真宗では、靖国神社の国家護持に反対しておられるようですが、理解できません。なぜ反対されるのですか。

答え

 真宗大谷派が靖国神社法案に対して、初めて反対を表明したのでは、1969年(昭和44年)3月でした。以来、宗門として重要課題として関わってきました。

 反対の理由は、当初は「法案」自体の持つ違憲性についてでありました。

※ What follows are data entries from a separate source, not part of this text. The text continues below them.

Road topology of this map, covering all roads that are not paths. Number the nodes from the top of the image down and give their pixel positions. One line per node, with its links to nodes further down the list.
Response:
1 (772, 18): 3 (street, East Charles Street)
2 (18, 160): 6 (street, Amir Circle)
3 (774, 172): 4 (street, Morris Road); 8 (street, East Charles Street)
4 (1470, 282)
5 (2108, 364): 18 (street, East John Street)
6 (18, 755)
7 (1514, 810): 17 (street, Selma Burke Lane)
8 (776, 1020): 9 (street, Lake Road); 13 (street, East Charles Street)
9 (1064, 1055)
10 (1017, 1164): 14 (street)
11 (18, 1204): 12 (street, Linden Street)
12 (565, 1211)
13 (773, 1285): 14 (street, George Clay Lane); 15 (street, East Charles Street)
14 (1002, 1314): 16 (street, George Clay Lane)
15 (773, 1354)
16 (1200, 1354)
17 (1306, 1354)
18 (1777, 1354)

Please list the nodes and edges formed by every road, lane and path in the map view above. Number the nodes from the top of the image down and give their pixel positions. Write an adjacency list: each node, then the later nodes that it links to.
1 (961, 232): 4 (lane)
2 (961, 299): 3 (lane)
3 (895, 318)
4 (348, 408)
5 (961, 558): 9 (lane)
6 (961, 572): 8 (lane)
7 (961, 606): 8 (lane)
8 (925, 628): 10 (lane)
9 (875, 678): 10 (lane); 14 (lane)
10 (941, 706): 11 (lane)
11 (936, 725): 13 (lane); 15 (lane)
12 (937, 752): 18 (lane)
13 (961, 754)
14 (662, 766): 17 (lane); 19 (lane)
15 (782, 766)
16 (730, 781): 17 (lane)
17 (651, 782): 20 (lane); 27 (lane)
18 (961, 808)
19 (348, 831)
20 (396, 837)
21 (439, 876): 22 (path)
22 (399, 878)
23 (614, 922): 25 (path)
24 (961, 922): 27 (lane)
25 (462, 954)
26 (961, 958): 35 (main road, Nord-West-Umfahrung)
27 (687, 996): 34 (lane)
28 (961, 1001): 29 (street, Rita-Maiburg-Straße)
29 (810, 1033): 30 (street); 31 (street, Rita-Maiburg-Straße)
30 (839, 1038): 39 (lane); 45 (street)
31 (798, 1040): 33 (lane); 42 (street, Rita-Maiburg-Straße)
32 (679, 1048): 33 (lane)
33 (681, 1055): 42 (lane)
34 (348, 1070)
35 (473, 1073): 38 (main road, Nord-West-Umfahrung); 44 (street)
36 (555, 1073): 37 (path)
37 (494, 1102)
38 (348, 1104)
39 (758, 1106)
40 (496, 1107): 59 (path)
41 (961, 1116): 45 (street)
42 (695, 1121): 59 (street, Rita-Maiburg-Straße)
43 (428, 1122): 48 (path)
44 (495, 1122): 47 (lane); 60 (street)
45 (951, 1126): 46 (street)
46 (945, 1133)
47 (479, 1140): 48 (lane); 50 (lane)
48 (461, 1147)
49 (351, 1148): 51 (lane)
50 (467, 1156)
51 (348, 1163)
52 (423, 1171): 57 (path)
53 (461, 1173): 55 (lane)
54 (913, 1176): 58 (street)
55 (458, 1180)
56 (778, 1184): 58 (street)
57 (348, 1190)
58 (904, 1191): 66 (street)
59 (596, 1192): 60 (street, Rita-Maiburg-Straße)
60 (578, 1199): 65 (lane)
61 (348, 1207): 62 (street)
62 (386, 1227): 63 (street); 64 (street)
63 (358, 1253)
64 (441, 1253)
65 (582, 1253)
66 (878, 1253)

現に神社神道に所属する一宗教団体である靖国神社を国家が護持することは、「信教の自由」「政教分離」の原則、ならびに「公金使用の制限」を規定した憲法に違反し、また「法案」が靖国神社を宗教ではないと断定することは、国家権力による宗教干渉への道を開く危険性があるということでした。

 このことに対し、「仏教は寛容な宗教である。靖国信仰を大きく包み込んでいくのが仏教徒の態度ではないか」とか、「日本国のために戦って死んだ人を国家が英霊として祀ることは当然のことである」等の反問が随分ありました。

 しかし、靖国神社は明治以来国家に忠誠を尽くす者を祀ることによって国家主義を宣揚する精神施設として培われ、さきの戦争においては戦没者を「英霊」「神」として祀ることを代償に「国のために死ぬ」ことを賛美し、強要する政治的施設として主に国家神道そのものとして機能してきました。

 「英霊」としてまつりあげられた戦没者は、実は、戦争の犠牲者であり、またアジア諸国への加害者でもありました。戦争によって殺されていった多くの外国の人々、また国内の戦災で亡くなった老人、女性、子どもたちが等しく犠牲者であります。
 我が国の戦没者のみを「英霊」として尊崇し、さらには戦争を「偉業」と讃えることは国家主義的愛国心、民族主義的エゴイズムであり、侵略戦争を正当化するものとして、アジア諸国からも激しい非難をあびています。

 国家や民族、人種を超えて、共に同じアミダの生命を生きる同朋(どうぼう)としての連帯を願い続けることが私たち浄土真宗に生きる者の使命であります。

 戦没者の方々は、靖国の庭に神として祀られ再び国家主義・民族エゴを培う戦争への道を歩む道具として利用されるのではなく、犠牲者であり、また加害者であるという二重の悲惨を持つ罪悪・戦争を二度と再び起こしてはならないという悲痛な叫びをあげておられるのではないでしょうか。

 真宗本廟(東本願寺)では毎年4月に「全戦没者追弔法会(ぜんせんぼつしゃついとうほうえ)」を、大阪教区では3月に「戦争犠牲者追悼法要」を厳修(ごんしゅう)しています。
 特定の人を対象とするのではなく、戦争によって尊い命を亡くされたすべての人々を偲び、その生命の叫びを聞きつつ、再び戦争の道に歩ましめる要因を除いていくことが、今を生きる私たちの責務ではないでしょうか。

(本多惠/教化センター通信 No.42)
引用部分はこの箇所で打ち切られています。